Founded in 1979 with support from Col. Harlan Sanders and John Y. Brown, the UK Sanders-Brown Center on Aging has been conducting research on Alzheimer’s disease, stroke and other age-related disease for more than 35 years.
In 1985, the Center was one of the first 10 National Institutes of Health-funded Alzheimer’s Disease Research Centers and is one of only a handful of continuously funded centers (there are currently 29).
The National Institute on Aging funds Alzheimer’s Disease Centers where researchers are working to translate research advances into improved diagnosis and care for people with Alzheimer’s disease while focusing on the program’s long-term goal—finding a way to cure and possibly prevent Alzheimer’s.
Areas of investigation range from the basic mechanisms of Alzheimer’s to managing the symptoms and helping families cope with the effects of the disease. Center staff conducts basic, clinical, and behavioral research and train scientists and healthcare providers.
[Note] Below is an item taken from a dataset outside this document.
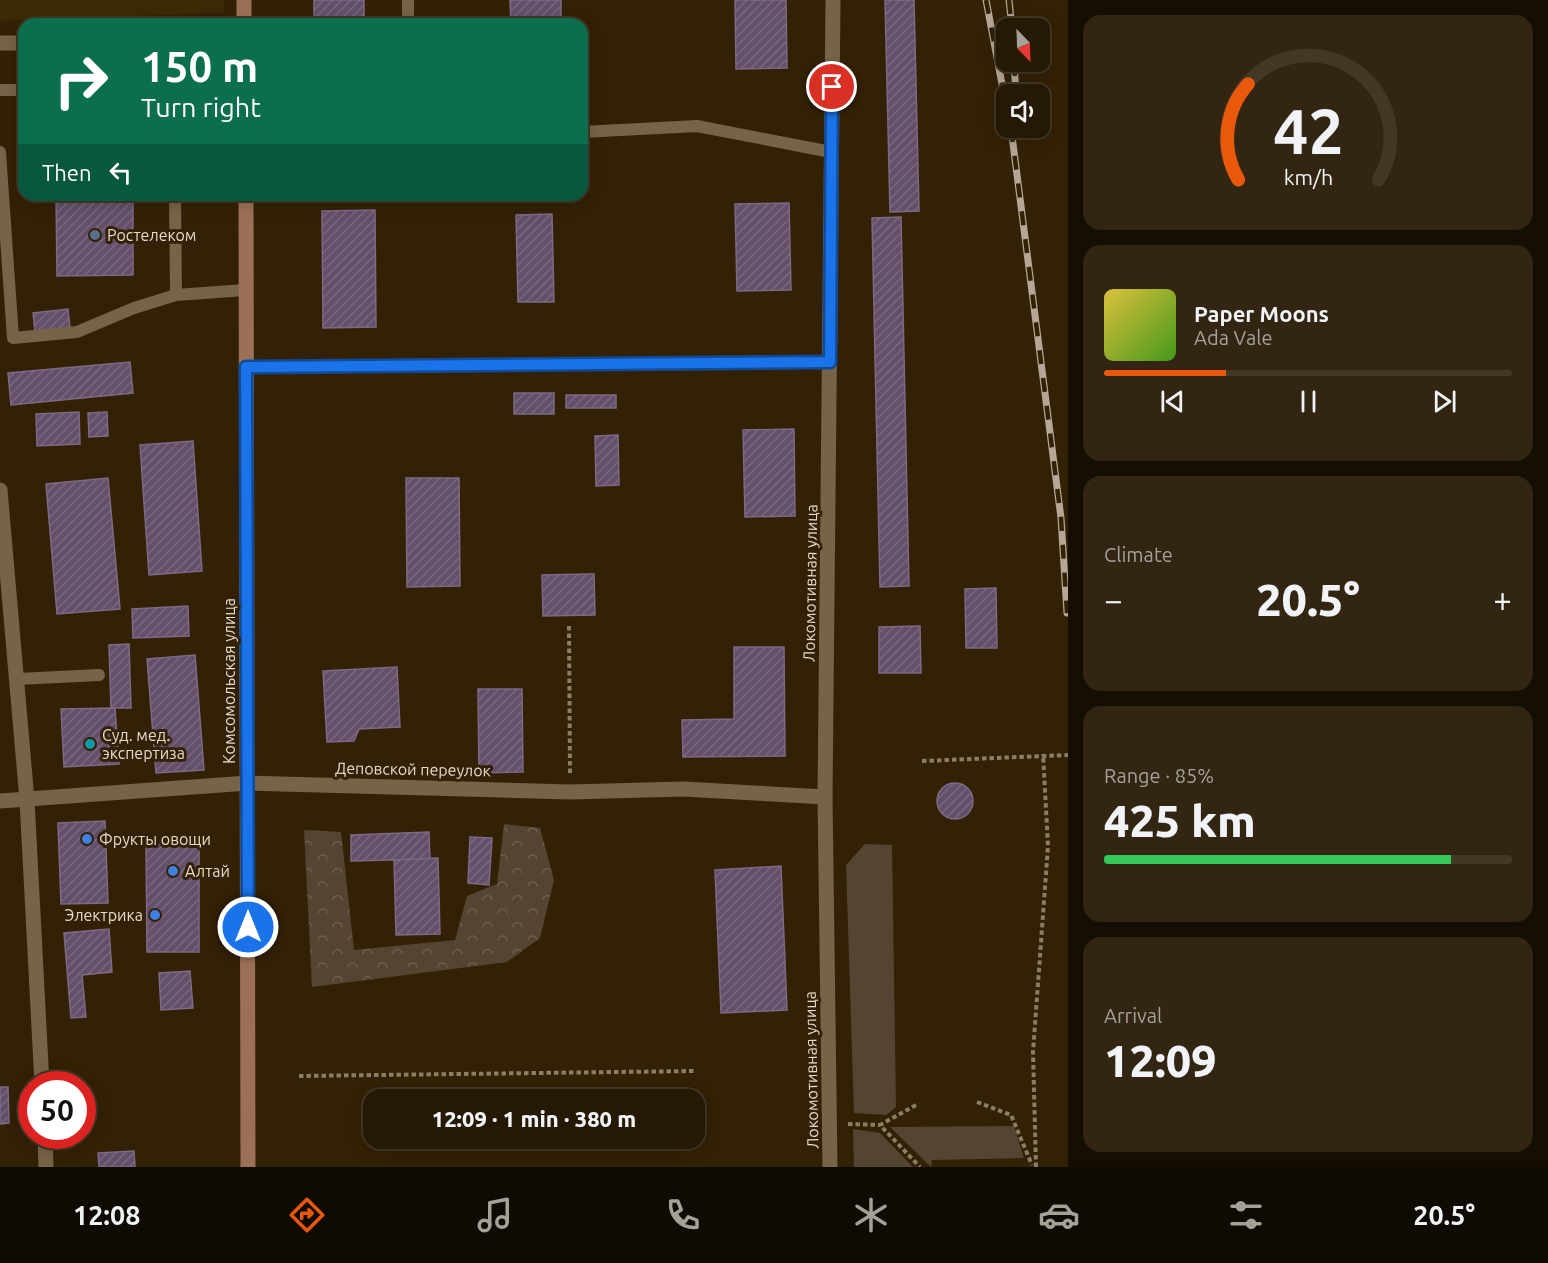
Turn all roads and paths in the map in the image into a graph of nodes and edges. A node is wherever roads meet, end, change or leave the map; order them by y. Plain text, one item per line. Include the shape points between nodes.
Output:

Although each center has its own area of emphasis, a common goal of the ADCs is to enhance research on Alzheimer’s disease by creating a network that shares new ideas and research results. Collaborative studies draw upon the expertise of scientists from many different disciplines.
For patients and families affected by Alzheimer’s disease, the ADCs offer:
- Help with obtaining diagnosis and medical management (costs may vary—Centers may accept Medicare, Medicaid, and private insurance)
- Information about the disease, services, and resources
- Opportunities for volunteers to participate in clinical trials and studies and patient registries
- Support groups and other special programs for volunteers and their families
- Some ADCs have satellite facilities that offer these services in underserved, rural, and minority communities.